Part 33 of my ongoing series is coming but I did not get all the code written that I wanted to this week, so it will be delayed. In the meanwhile:


Living in Canada as a child, of course I grew up learning the metric system (with some familiarity with the imperial and US systems of course). If you want to know how many milliliters of liquid a cubic box holds, you just compute the volume of the box in cubic centimeters and you’re done, because a milliliter is by definition the same volume as a cubic centimeter.
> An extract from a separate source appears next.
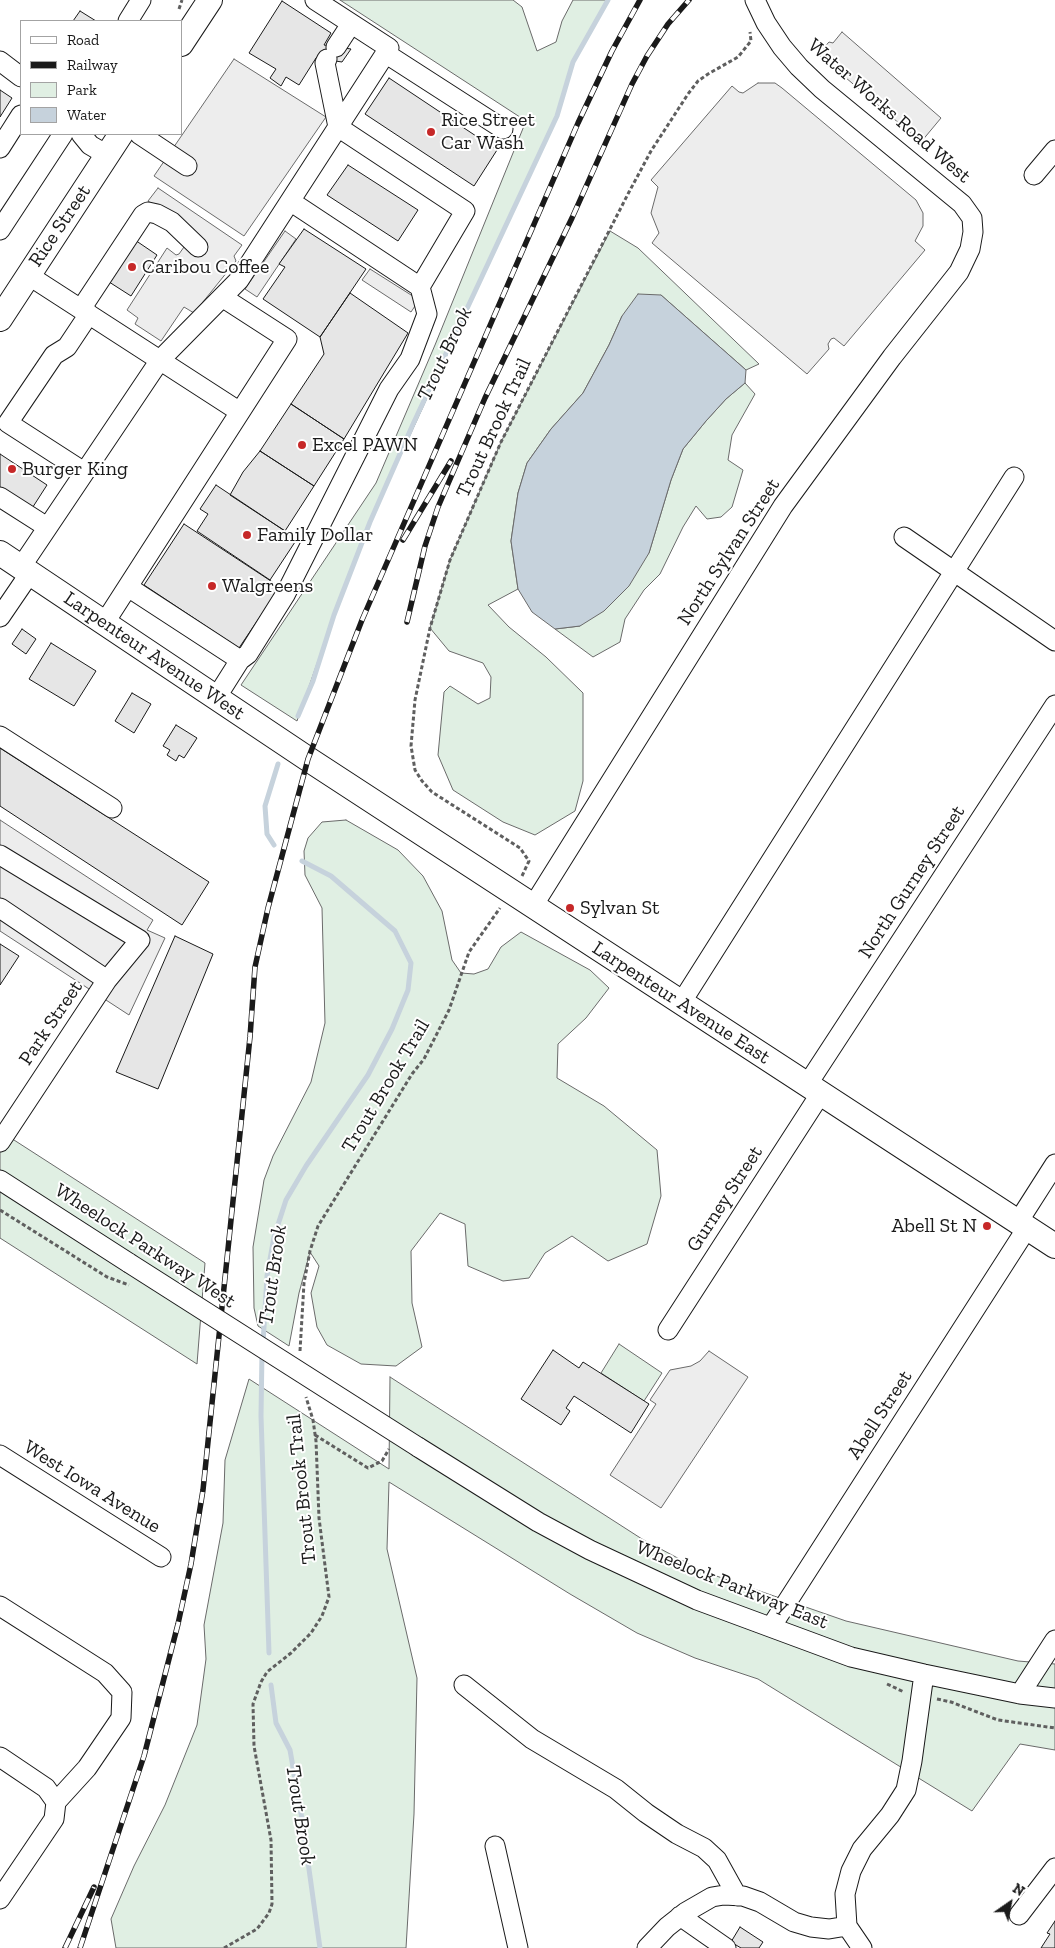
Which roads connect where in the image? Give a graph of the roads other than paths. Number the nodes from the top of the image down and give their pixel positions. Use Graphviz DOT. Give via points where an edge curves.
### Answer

Despite having lived in Seattle for over 25 years, I still sometimes do not have an intuitive sense of conversions of US units; for a particular project I knew that I needed an amount of liquid equal to about the volume of a two-inch cube, but the bottle was measured in fluid ounces. Fortunately we have this operation in every browser:

Thanks Bing for those important eight digits after the decimal place there, manufactured from the zero digits after the decimal place of the input. For context, that extra 0043 on the end represents a volume equivalent to roughly the size of a dozen specs of microscopic dust.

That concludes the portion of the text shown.